Political forgiveness is different than interpersonal forgiveness in that it involves groups of people who have suffered at the hands of other groups of people. Clearly not everyone in a wronged group can be healed of their anger and have gone through a mourning process yet groups can heal. It is helpful that people on an individual level have had experiences with interpersonal forgiveness and have experienced the power of forgiveness for this begins to build a platform for group forgiveness to take place.
As the term political forgiveness implies, working with groups of people is very important in a political forgiveness process. I will be talking about how different groups of people have gone through their healing process and how their work can reach a national level where the structures that were in place which support violence can be changed to structures which support peace.
Everyone who plants a seed of forgiveness on any of these levels, individual, community or nationally begins to build a culture based in political forgiveness. Just last week the German President Frank-Walter Steinmeier spoke at the commemoration ceremony of the 80th anniversary of the start of World War II in Wielun, Poland, Sunday, September 1st, 2019. He expressed deep remorse for the suffering his nation inflicted on Poland and the rest of Europe during World War II, as world leaders gathered in the country where the war started at incalculable costs.
Steinmeier expressed his sorrow over the mass killings Adolf Hitler’s regime committed in Poland. The German president expressed gratitude to Poles for the gestures of forgiveness Poland has bestowed in return. “I bow in mourning to the suffering of the victims.” Steinmeier said. “I ask for forgiveness for Germany’s historical debt. I affirm our lasting responsibility.” The German president went on to speak about the dangers of nationalism and described European unity as a guarantee for peace in the future.
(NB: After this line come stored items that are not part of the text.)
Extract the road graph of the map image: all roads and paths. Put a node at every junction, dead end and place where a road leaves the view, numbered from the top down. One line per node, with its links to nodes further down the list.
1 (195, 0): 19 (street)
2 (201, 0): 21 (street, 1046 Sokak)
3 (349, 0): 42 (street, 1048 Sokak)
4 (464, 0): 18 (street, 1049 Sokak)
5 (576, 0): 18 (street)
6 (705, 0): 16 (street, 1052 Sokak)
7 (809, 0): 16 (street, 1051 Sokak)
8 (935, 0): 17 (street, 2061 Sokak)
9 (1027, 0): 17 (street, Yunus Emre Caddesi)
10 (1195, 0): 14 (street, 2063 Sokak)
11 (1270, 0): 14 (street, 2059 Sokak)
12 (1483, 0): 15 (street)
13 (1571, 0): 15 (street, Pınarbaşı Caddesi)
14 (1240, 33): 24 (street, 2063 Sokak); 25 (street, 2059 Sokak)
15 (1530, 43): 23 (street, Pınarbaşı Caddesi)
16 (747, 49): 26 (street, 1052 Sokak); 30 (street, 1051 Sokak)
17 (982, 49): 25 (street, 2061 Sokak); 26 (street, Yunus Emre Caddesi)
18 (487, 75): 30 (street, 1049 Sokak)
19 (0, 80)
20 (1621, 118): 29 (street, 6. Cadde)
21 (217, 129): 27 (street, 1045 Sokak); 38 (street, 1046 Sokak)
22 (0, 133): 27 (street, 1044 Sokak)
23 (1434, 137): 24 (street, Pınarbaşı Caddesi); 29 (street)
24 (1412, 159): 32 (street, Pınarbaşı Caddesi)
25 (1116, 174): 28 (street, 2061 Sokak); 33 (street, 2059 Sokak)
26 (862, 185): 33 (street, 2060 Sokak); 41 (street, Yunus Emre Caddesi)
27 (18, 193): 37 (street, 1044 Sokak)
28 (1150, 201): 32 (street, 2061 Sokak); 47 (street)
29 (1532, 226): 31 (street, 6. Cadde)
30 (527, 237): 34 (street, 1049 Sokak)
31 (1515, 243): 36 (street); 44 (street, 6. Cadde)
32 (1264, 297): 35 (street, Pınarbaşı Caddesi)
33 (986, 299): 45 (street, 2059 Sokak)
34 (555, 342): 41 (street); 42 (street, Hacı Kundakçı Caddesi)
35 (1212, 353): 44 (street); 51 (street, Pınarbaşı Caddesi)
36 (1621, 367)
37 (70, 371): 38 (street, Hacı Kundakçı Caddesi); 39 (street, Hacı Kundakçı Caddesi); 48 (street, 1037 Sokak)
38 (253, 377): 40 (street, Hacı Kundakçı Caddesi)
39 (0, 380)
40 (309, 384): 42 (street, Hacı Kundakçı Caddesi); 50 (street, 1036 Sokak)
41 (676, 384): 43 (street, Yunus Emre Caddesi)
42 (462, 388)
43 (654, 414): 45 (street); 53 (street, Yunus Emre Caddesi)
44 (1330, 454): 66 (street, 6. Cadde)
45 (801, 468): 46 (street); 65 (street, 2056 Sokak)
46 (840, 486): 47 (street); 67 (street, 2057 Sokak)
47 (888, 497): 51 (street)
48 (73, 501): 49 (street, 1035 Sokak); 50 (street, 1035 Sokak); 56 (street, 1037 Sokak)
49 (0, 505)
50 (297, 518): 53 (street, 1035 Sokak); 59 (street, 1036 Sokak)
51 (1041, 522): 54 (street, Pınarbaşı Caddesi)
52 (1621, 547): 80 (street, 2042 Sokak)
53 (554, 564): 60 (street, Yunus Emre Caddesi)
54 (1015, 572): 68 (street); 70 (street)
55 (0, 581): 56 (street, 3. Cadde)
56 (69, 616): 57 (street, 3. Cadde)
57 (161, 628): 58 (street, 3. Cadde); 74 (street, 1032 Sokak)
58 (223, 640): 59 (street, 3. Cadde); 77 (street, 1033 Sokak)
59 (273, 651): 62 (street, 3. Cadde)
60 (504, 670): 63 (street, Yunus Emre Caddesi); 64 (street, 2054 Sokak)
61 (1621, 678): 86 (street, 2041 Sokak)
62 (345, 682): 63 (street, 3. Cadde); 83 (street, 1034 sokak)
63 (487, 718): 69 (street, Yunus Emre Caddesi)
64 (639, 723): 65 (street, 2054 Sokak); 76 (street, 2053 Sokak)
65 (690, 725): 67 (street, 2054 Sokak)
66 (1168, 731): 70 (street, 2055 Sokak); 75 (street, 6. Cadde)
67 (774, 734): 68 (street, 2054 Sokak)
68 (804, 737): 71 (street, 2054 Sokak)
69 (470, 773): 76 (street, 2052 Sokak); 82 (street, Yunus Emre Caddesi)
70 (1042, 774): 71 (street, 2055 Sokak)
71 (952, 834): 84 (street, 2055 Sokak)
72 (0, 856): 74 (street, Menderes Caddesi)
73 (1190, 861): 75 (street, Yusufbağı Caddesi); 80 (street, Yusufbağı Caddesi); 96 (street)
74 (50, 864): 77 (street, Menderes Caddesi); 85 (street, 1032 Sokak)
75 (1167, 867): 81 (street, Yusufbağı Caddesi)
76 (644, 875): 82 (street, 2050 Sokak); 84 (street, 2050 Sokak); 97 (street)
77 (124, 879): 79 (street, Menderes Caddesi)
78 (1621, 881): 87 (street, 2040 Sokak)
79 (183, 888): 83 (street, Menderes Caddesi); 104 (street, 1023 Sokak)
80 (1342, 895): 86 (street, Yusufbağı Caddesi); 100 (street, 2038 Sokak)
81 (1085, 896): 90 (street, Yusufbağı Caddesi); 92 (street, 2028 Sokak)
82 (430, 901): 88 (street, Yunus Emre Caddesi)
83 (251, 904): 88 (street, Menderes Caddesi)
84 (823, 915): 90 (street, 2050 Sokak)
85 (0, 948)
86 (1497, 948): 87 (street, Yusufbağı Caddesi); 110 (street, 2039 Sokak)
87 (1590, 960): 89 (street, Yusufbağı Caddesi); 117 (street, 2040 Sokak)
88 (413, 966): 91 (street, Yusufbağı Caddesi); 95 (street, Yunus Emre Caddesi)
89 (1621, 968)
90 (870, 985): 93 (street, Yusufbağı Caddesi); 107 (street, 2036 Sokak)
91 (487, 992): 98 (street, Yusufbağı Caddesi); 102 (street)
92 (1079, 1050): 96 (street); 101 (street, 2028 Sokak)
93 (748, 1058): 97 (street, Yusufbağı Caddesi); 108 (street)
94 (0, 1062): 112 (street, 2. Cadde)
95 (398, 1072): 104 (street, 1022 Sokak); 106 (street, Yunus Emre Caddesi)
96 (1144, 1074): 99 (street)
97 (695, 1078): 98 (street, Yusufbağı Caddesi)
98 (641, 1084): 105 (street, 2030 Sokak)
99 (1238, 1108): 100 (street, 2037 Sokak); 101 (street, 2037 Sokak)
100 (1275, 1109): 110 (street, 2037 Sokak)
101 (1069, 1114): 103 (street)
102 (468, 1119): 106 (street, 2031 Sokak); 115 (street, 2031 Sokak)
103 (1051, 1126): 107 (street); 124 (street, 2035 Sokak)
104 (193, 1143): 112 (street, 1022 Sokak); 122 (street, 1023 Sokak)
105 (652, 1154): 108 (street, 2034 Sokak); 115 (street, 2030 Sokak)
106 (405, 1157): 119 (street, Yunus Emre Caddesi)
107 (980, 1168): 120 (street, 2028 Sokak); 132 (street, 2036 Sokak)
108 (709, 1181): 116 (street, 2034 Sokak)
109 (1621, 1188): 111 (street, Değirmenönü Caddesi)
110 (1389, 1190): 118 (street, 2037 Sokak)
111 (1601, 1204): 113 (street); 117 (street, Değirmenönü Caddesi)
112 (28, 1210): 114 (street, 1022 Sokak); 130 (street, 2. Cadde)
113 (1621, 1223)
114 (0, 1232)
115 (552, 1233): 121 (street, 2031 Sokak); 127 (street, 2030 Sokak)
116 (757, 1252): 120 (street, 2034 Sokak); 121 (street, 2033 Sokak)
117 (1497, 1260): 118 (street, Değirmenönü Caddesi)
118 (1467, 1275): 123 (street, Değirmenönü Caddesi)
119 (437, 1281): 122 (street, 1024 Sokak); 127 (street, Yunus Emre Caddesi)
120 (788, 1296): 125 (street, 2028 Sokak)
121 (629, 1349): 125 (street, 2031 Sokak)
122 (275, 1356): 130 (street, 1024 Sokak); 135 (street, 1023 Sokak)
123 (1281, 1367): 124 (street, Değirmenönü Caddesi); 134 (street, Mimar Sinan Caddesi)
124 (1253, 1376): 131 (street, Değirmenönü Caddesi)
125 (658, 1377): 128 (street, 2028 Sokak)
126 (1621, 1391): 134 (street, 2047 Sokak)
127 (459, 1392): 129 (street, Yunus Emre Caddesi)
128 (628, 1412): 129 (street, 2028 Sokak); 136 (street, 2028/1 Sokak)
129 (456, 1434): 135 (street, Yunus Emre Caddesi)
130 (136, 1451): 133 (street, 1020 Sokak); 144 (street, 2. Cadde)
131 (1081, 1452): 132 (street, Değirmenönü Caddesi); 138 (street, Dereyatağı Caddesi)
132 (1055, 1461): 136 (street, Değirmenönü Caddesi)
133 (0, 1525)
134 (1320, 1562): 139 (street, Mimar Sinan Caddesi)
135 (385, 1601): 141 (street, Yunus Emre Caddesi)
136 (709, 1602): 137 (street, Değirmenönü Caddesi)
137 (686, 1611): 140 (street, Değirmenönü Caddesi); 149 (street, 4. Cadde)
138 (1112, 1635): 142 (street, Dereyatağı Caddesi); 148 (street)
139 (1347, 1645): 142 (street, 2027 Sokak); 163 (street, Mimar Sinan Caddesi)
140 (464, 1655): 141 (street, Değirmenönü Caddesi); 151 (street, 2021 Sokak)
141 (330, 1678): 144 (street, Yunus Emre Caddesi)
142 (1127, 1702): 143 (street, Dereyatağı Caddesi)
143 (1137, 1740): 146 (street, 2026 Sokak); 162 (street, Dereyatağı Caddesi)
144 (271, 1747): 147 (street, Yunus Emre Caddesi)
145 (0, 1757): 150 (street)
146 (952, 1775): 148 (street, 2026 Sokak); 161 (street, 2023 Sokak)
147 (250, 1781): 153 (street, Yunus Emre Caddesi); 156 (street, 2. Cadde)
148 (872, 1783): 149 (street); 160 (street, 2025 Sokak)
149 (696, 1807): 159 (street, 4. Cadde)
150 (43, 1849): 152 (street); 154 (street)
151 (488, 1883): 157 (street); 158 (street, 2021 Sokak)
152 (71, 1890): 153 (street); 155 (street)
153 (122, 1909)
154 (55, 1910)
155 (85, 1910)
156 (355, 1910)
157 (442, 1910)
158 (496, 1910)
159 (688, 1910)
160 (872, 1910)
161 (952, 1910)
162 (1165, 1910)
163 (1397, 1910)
The acknowledgement of the wrongs committed by Nazis Germany had a great impact on those attending the meeting. Not only did Steinmeier’s words serve in a healing capacity, they served as a reminder that “turning a blind eye is not the recipe for preserving peace. It is a simple way to embolden aggressive personalities and gives consent to further attacks.”
The unity he speaks about is what political forgiveness gives to all those who support a political forgiveness process. This is where its power lies. When people unite and own the past, we become stronger and together we heal creating a society and a world built on peace instead of war.